Baker’s order limits indoor gatherings to eight people per 1,000 square feet of accessible indoor floor space, with a cap of 25 people, and outdoor gatherings to 25% of the maximum permitted occupancy, or eight people per 1,000 square feet, with a cap of 50 people.

Even if the council adopts a bylaw, Town Manager Paul Bockelman said the big challenge will be creating what he calls “a culture of compliance.”

Bockelman said having a bylaw would address both college students playing drinking games in the yard of a rental home, as well as parents who invite several people over for a 5-year-old child’s birthday party.

There also are concerns about who will be enforcing the bylaw, as the Board of Health is looking to revise its face coverings order so the responsibility doesn’t fall to police officers.
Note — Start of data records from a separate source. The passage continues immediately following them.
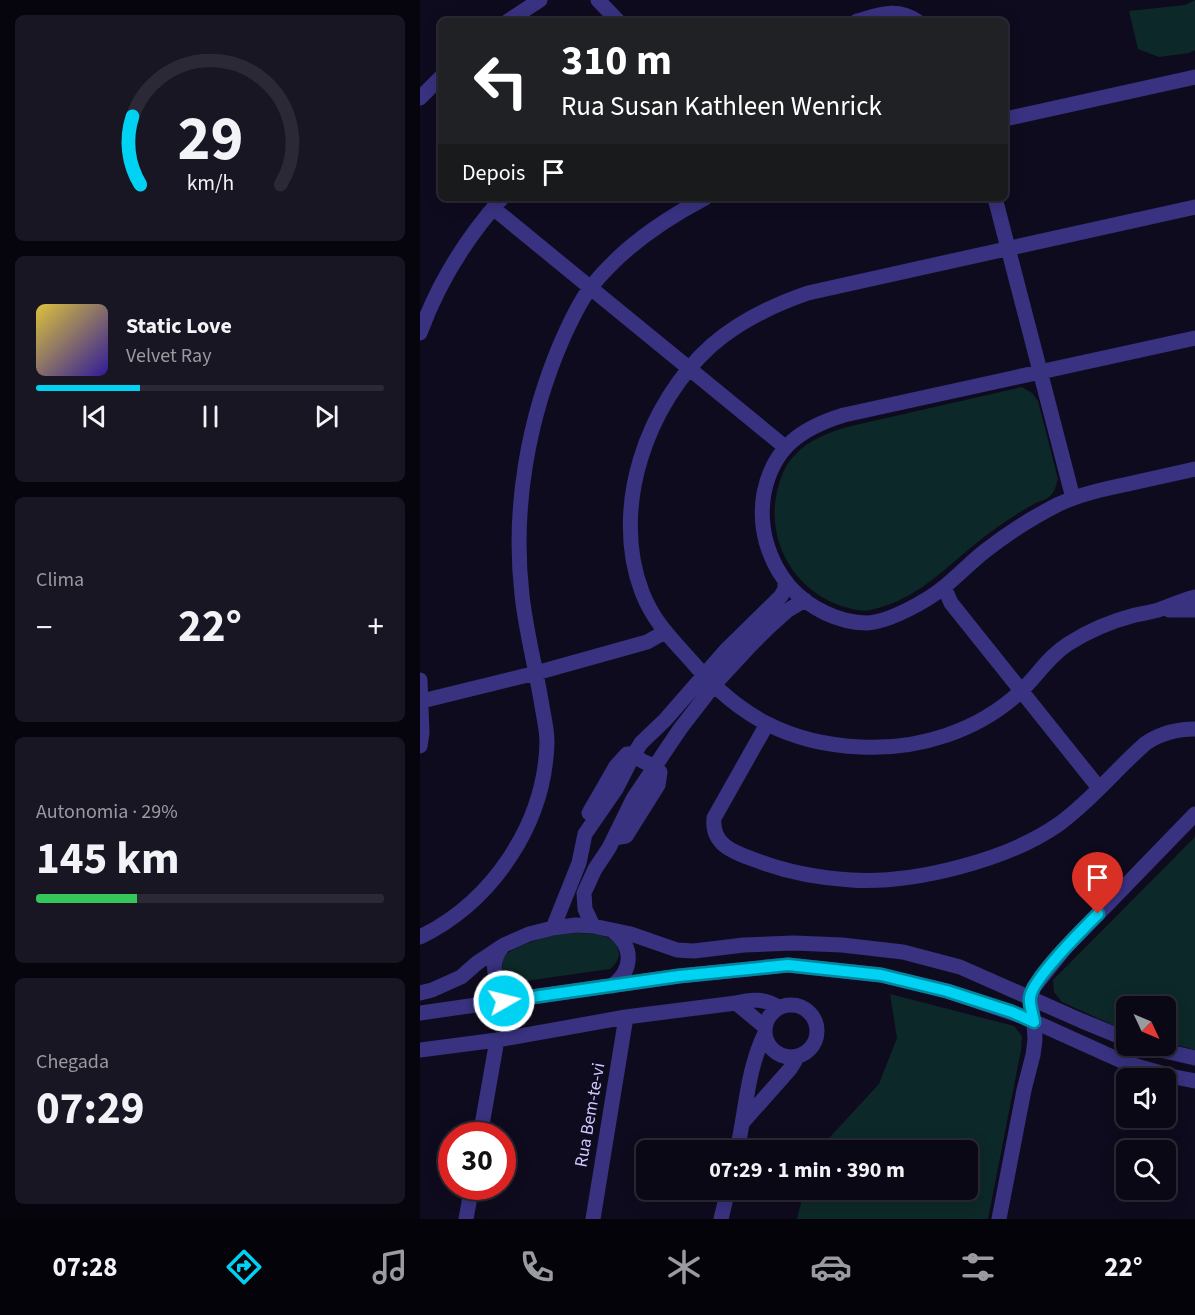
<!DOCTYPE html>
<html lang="pt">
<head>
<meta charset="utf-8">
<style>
  body { margin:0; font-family:"Source Sans 3",sans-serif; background:#191623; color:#f1f3f6; height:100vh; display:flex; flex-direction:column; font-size:22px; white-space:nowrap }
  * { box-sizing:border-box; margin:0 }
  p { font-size:20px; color:#9a9aa1 }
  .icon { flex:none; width:33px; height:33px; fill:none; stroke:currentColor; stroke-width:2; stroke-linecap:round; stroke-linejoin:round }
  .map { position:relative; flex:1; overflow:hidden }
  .sheet { display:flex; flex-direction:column; gap:15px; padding:15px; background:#06040c; width:420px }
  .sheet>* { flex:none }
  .guide { position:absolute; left:18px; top:18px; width:570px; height:183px; border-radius:9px; box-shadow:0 3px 15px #0003,0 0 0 2px #2b2935; background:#202124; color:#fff; overflow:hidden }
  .needle { width:39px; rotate:134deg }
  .fabs { position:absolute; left:696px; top:996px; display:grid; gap:12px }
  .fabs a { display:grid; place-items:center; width:60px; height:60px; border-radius:9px; background:#0b0816; box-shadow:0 3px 15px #0003,0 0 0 2px #2b2935; font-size:30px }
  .speed { position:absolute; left:18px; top:1122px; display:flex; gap:12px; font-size:30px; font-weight:700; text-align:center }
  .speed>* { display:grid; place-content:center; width:78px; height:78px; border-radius:50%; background:#0b0816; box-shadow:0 3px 15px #0003,0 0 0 2px #2b2935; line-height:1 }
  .speed .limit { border:9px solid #d22; background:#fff; color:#111 }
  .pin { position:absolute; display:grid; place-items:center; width:51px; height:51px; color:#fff; margin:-62px -26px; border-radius:50% 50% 50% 0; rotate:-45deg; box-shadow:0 0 6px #0007 }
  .pin .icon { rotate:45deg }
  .me { position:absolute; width:66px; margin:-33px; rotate:82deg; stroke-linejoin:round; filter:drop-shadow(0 0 4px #0008) }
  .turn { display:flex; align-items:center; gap:21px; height:126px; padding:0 24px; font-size:27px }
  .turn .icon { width:78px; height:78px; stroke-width:2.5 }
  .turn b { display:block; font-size:42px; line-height:51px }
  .then { display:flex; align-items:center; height:57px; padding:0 24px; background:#0003; gap:12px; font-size:22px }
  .big { font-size:45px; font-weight:700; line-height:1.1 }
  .sheet .widget { flex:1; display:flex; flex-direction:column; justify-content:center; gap:9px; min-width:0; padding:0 21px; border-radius:9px; background:#191623 }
  .sheet .dial { align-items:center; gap:0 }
  .dial svg { height:156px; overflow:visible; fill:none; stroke:#2b2935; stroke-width:7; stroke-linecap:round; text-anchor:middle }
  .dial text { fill:#f1f3f6; stroke:none }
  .song { display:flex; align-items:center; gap:18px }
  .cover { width:72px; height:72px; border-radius:9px; background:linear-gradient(135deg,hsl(50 70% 55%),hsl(250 70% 35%)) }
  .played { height:6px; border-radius:3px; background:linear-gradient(90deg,#00d2f3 30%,#2b2935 30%) }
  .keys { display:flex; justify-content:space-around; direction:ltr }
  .heat { display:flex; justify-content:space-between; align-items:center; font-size:33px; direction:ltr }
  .charge { height:9px; border-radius:4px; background:linear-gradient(90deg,#34c759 29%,#2b2935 0) }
  .trip { position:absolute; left:216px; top:1140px; width:342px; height:60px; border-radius:9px; background:#0b0816; box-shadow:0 3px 15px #0003,0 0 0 2px #2b2935; font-weight:700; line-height:60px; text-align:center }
  .dock { display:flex; height:96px; justify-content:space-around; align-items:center; background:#040309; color:#9a9aa1 }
  .dock .icon { width:42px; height:42px }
  .dock .active { color:#00d2f3 }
  .dock b { font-size:27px; color:#f1f3f6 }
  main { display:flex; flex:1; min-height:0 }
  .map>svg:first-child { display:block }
  .green { fill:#0d2828 }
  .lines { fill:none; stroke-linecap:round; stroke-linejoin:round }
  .minor { stroke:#383280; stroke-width:15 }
  .route-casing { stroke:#00889e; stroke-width:15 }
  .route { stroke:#00d2f3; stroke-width:10 }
  .labels { text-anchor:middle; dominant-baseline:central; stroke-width:6; stroke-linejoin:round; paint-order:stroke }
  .street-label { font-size:18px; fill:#d0c8ff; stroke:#0f0b1e }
</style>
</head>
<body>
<main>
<section class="sheet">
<div class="widget dial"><svg viewBox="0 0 100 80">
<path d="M14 69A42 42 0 1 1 86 69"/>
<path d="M14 69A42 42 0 0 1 10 34" stroke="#00d2f3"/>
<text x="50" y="56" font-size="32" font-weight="700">29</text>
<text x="50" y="72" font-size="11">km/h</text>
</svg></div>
<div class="widget">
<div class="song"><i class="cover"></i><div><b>Static Love</b><p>Velvet Ray</p></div></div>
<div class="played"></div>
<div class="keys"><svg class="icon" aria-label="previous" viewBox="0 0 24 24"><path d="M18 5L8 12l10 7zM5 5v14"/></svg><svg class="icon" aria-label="pause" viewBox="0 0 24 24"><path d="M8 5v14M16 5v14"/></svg><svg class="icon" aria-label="next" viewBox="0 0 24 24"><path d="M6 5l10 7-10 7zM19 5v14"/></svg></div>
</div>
<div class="widget"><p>Clima</p>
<div class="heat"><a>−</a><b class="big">22°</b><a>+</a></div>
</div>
<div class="widget"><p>Autonomia · 29%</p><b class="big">145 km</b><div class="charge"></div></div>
<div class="widget"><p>Chegada</p><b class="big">07:29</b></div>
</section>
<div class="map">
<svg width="775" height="1219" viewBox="0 0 775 1219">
  <rect width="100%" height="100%" fill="#0f0b1e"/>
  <path class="green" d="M775,0V50L769,53L739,57L718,49L709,11L765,5Z
    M602,387L612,393L618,401L638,479C636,485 635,492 630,496C626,500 619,501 614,504C598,513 582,523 568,534C530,562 500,600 450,610C441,612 428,608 419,605C373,589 346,539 357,492C360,479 365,464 375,455C388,440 408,433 427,427Z
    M775,837V1050L746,1042V1006H706V1031L642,1002L634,992L633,980Z
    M158,933C172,934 197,933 199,953C199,960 195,965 190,969L98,982C80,979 81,970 84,955C107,941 131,934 158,933Z
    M470,994L594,1026L602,1036L601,1050L568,1219H377L384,1190H548V1150H398L459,1084L477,1038Z"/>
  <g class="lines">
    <path class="minor" d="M178,0L198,21
      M88,21L120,0
      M437,21C459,15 476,7 497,21
      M0,98L21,77
      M585,119L775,77
      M575,198L653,498
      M775,207L388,293C353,305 320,321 292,345C227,403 190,508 222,592C234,623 253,640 274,664C320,717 370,744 441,747C499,750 558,731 600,692C617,676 629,656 648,644C668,631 692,621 715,615C724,613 733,612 741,609C752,605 763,600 775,597
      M73,208L365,447
      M0,333C18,284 47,237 82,198
      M775,338L424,415C381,428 353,448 344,493C338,527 348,561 370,587C389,608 419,623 447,623C469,622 507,601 524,587C539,575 551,562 565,551C588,533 613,517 639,504C661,494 684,489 708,484C730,479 753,474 775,469
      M524,587L531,603L679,788
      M749,610H775
      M0,680L2,733L0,746
      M2,701L116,673L227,642L245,632
      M347,724L294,818C291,846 316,853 338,861C367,872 400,878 431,880C494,884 588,860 639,824C671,801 696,769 726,743C741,733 756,729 775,729
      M169,813L196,766L207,754H214C223,765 232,762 240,772L238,785L206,836L194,838
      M173,926L165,909L164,893L175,869L189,848L213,799L260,729L294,685L330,646L348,628L368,610L385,600
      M133,928L159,863L165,834L196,789L214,754L221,743L245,720L307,649L361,596L365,589V581
      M0,937C73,901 125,824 127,742C127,730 124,718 122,706C116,669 106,632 102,595C92,508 108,418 143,338C151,321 159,302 171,287C201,249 243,220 285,198
      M82,947C66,967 77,996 103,998
      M192,986C213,970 214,947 193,931
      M0,993L12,990L41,977L57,963L84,945L109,934L133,928L156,925L173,926L211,934L257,950L274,951L324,945L374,943L422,945L483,952L540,967L662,1021L706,1039
      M316,1003L345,1027
      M345 1031a26 26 0 1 1 52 0a26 26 0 1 1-52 0Z
      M0,1013L259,976L368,965L461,975L527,991L604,1017L706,1063L755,1077L775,1081
      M723,1046L775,1058
      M0,1050L77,1040L206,1017L316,1003C332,999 345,998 359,1008
      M323,1122L370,1069L375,1061V1057
      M60,1136L77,1040
      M317,1150C326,1111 327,1070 345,1033
      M46,1219L52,1186
      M173,1219L206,1017
      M301,1219L308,1190
      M579,1219L604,1090L613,1055L615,1040L614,1022L610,998L614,987L646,947L775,814"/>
  </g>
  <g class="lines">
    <defs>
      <path id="route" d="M84,1001L259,976L368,965L461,975L527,991L592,1012L614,1022C613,1015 609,1005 610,998C611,980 664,928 678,914"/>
    </defs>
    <use href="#route" class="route-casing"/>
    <use href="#route" class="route"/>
  </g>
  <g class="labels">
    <g class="street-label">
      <text transform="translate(170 1115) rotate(-80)">Rua Bem-te-vi</text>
    </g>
  </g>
</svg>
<div class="fabs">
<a><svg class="needle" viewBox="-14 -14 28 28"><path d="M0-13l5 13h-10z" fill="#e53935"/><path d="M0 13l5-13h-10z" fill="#9a9aa1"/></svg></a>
<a><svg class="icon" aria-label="sound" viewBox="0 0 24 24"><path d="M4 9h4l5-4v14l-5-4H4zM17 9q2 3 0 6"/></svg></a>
<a><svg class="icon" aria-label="search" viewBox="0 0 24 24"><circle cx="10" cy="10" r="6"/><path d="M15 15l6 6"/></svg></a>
</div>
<div class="speed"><div class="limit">30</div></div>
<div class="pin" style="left:678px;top:914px;background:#d93025"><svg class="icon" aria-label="arrive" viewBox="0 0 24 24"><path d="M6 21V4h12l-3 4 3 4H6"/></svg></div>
<svg class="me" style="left:84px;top:1001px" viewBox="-20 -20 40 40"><circle r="17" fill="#00d2f3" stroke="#fff" stroke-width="3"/><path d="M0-11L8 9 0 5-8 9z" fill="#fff"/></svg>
<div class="trip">07:29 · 1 min · 390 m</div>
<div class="guide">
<div class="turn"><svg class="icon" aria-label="left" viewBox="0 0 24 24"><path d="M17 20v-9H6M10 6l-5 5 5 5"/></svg><div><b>310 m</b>Rua Susan Kathleen Wenrick</div></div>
<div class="then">Depois<svg class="icon" aria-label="arrive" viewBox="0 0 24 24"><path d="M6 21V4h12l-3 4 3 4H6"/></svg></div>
</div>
</div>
</main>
<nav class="dock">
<b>07:28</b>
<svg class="icon active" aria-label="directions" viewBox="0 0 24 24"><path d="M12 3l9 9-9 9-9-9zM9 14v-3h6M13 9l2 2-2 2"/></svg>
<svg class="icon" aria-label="music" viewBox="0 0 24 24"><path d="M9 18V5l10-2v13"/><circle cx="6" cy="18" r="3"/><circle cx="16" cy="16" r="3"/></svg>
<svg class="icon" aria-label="phone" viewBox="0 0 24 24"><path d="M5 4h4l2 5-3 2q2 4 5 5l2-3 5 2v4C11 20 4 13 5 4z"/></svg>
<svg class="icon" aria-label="climate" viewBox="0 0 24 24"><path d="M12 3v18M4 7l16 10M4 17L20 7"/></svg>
<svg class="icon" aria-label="car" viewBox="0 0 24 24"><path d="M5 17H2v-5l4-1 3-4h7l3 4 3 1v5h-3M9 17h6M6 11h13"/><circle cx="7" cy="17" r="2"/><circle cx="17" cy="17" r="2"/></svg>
<svg class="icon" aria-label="filters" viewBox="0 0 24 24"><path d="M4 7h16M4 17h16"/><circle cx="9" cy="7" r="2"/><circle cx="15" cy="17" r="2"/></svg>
<b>22°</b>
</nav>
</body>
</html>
Bockelman said the town will use federal CARES Act money to hire what will be known as ambassadors, which could be college students and other residents, who would speak to individuals about the bylaws, reminding people about social distancing and handing out masks.

The PartySmart registration program will continue to be used by the University of Massachusetts, meaning students wishing to host parties can inform both UMass and Amherst Police in advance.

Tony Maroulis, executive director of External Relations and University Events, said that under this program, students are being informed that any gatherings should be kept under 10 people.

In addition, the town and university are partnering on creating a hotline and email that people can call when violations of social distancing or mask wearing are observed. Bockelman said this system will allow the complaint to be directed to police, code enforcement officers, inspectors or the university.

Police would continue to be the primary enforcement for serious noise complaints and parties that create safety concerns beyond COVID-19, including ones with property damage or personal injuries.